Records from a data collection:
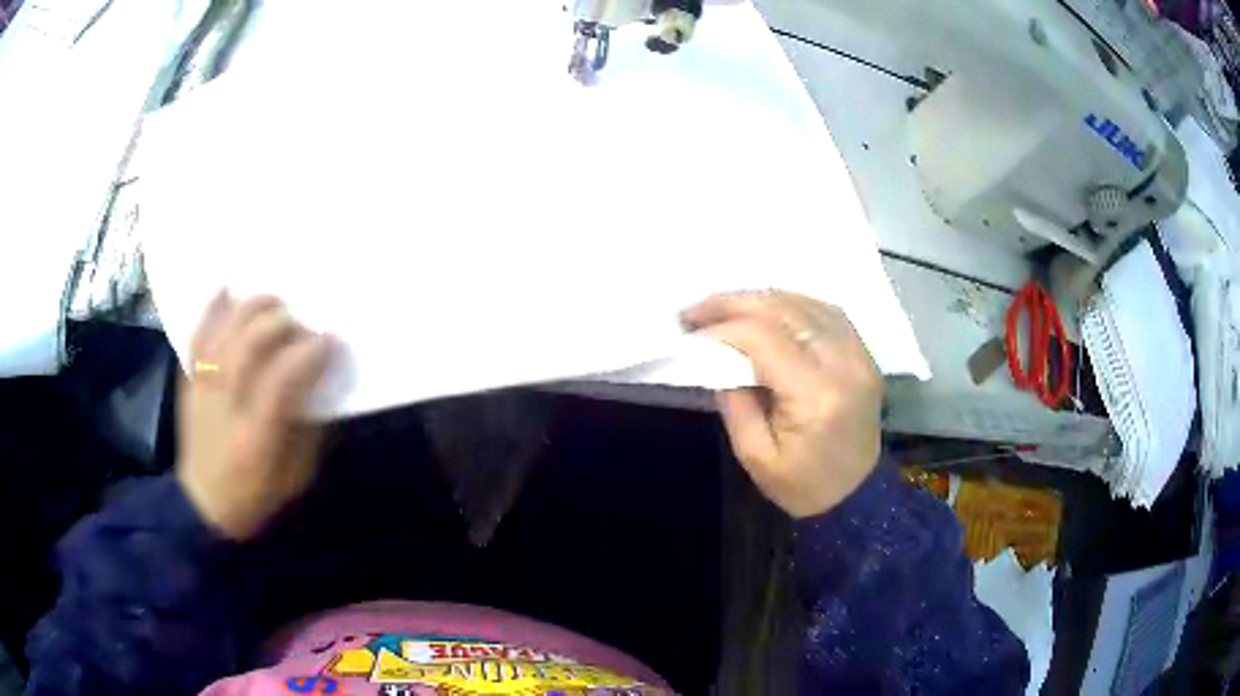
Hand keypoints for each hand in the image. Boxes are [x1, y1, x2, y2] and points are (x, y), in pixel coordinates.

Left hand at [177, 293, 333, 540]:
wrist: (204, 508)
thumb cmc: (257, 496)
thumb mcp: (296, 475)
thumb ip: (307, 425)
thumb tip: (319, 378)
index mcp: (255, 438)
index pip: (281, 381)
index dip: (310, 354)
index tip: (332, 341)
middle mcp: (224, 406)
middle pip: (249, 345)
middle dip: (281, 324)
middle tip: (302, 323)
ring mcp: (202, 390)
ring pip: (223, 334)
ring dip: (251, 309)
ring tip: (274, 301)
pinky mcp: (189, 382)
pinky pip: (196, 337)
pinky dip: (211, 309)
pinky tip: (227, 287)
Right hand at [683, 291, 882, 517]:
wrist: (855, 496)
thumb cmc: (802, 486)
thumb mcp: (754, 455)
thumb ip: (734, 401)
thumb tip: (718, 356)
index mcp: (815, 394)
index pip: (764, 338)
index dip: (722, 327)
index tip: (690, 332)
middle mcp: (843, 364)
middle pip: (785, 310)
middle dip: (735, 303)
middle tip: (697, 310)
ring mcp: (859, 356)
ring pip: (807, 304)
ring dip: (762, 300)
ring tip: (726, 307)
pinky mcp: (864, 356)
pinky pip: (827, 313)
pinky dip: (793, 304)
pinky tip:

* [Your instructions] Would you set down the records exactly, with no pictures included?

* [Response]
Hand keypoints for each hand in the image. Boxes are [x1, y1, x2, y2] and points are (x, y), in pixel coordinates.

Left hand at [177, 293, 333, 540]:
wrist: (204, 508)
thumb cmc: (257, 496)
thumb mcp: (296, 475)
thumb ip: (307, 425)
thumb tip: (319, 378)
index mcp: (255, 438)
index pip: (281, 381)
index dip: (310, 354)
index tip: (332, 341)
middle mcp: (224, 406)
middle pip: (249, 345)
middle dip: (281, 324)
middle tip: (302, 323)
ring mcp: (202, 390)
ring pip: (223, 334)
ring dip: (251, 309)
ring tip: (274, 301)
pinky mcp: (189, 382)
pinky pip: (196, 337)
pinky dip: (211, 309)
pinky tip: (227, 287)
Right hand at [683, 291, 882, 517]:
wrist: (855, 496)
thumb cmc: (802, 486)
thumb mcp: (754, 455)
thumb ip: (734, 401)
thumb tip: (718, 356)
index mcp: (815, 394)
index pip: (764, 338)
index dip: (722, 327)
index tip: (690, 332)
middle mcp: (843, 364)
middle pip: (785, 310)
middle dip: (735, 303)
middle tip: (697, 310)
ring mcp: (859, 356)
ring pip: (807, 304)
ring dip: (762, 300)
ring tip: (726, 307)
pinky mcp: (864, 356)
pinky pip: (827, 313)
pinky dip: (793, 304)
pinky tip:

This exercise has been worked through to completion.